Four more methods convert a tree or part of a tree into another
format, such as HTML or text.
- $node->as_HTML([ entities [, indent_char [, optional_end_tags ]]]);
-
Returns a string consisting of the node and its children as HTML. The
entities parameter is a string containing
characters that should be entity escaped (if empty, all potentially
unsafe characters are encoded as entities; if you pass just
<>&, just those characters will get
encoded—a bare minimum for valid HTML). The
indent_char parameter is a string used for
indenting the HTML. The optional_end_tags
parameter is a reference to a hash that has a true value for every
key that is the name of a tag whose closing tag is optional.
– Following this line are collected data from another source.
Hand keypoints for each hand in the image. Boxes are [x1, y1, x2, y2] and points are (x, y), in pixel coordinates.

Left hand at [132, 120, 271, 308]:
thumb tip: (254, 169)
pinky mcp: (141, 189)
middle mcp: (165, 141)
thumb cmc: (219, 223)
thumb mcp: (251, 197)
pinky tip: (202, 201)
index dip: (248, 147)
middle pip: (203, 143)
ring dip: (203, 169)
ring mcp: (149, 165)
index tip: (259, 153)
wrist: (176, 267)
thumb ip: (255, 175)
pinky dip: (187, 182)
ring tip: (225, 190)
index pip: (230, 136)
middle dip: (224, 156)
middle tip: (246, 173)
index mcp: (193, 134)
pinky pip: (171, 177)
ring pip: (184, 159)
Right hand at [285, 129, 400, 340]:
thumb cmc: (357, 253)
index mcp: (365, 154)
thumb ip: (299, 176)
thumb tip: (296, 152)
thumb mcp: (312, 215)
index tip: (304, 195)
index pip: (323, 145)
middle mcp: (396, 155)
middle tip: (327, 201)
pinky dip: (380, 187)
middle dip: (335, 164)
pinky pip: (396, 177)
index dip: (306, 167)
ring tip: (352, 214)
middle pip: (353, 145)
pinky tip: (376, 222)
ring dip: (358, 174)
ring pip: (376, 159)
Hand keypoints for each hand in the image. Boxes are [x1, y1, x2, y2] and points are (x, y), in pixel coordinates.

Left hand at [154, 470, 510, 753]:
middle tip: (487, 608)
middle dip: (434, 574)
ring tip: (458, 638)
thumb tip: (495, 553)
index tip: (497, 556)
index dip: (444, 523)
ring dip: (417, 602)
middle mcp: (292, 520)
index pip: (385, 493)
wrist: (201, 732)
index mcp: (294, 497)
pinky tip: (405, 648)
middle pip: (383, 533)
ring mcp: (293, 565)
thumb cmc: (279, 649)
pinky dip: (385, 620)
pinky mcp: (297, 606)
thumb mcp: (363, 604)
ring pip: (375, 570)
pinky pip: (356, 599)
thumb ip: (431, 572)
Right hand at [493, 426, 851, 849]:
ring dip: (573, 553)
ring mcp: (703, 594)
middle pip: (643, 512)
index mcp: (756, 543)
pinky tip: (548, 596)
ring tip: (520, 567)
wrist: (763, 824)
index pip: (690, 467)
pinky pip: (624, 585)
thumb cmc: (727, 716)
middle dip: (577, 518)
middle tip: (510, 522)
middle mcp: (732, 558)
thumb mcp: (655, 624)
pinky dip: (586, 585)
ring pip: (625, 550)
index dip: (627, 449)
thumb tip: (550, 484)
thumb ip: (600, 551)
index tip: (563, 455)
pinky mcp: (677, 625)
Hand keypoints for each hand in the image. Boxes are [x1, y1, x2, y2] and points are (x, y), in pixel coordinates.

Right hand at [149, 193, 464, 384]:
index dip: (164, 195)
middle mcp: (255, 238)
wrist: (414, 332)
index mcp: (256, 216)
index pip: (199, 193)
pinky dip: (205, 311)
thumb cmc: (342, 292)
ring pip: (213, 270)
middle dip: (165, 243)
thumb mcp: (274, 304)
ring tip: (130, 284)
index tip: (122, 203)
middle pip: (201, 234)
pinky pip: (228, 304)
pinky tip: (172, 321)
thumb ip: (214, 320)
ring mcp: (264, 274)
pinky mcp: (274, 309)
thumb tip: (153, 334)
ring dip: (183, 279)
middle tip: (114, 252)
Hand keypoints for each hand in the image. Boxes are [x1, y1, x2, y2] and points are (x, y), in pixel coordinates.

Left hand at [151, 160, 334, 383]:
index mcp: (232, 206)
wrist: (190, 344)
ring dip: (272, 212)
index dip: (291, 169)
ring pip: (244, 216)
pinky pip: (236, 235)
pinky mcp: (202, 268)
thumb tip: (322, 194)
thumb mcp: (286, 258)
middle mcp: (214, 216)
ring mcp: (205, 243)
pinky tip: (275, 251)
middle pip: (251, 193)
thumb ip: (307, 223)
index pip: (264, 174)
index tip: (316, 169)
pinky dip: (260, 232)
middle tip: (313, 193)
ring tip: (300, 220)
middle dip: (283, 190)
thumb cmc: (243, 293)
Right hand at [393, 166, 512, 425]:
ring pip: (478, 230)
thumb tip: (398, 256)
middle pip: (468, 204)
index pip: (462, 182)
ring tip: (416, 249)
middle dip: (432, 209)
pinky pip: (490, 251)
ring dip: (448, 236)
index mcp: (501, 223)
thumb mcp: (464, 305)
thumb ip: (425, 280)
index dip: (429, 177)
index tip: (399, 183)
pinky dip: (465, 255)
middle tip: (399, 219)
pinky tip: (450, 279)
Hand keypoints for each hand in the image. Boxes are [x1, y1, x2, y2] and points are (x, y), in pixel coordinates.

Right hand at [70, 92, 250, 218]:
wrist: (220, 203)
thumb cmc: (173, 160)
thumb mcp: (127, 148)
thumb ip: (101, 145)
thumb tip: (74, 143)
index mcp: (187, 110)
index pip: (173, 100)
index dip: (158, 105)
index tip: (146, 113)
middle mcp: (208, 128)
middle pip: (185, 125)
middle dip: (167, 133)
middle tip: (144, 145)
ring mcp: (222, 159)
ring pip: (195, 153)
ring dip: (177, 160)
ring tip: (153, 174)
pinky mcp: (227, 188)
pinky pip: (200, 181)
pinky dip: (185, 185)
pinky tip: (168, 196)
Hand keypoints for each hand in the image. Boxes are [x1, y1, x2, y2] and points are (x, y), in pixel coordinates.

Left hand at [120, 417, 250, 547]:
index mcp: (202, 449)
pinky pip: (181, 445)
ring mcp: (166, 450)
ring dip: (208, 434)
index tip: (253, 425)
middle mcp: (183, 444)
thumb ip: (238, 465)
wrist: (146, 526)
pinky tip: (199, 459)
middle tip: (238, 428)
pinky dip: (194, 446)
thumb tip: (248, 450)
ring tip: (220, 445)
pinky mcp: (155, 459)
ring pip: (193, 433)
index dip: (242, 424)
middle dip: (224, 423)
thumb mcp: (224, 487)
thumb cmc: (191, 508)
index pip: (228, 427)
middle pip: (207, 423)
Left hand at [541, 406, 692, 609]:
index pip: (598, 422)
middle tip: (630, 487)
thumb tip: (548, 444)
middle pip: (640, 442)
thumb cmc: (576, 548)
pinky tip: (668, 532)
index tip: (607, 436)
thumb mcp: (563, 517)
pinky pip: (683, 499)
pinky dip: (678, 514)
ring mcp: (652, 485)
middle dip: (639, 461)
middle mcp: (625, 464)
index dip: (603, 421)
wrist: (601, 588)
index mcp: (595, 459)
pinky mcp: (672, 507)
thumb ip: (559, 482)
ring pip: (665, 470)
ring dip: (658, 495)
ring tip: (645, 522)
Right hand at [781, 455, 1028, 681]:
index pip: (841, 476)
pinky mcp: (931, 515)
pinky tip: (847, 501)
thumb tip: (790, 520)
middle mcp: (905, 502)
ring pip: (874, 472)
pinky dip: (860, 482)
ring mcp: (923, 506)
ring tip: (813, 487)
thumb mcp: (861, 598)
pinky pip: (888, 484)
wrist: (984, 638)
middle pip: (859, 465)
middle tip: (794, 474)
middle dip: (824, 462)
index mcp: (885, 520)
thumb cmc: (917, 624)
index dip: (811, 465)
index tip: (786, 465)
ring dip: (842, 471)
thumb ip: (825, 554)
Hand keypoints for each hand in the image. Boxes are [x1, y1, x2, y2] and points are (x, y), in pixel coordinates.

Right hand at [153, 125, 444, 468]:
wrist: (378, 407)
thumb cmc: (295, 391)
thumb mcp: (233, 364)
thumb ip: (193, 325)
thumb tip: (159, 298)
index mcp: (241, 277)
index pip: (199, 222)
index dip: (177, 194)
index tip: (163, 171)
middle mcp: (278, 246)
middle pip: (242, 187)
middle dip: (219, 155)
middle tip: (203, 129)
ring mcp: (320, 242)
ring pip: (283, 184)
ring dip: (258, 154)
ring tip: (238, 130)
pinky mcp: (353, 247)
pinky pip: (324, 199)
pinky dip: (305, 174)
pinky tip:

The most
common value for this parameter is {} to force all
tags to be closed:
$html = $node->as_HTML("", "", {});
For example, this will emit </li> tags for
any li nodes under $node, even
though </li> tags are technically optional,
according to the HTML specification.
Using $node->as_HTML( ) with no parameters
should be fine for most purposes.
- $node->as_text( )
-
Returns a string consisting of all the text nodes from this element
and its children.
- $node->starttag([entities])
-
Returns the HTML for the start-tag for this node. The
entities parameter is a string of
characters to entity escape, as in the as_HTML( )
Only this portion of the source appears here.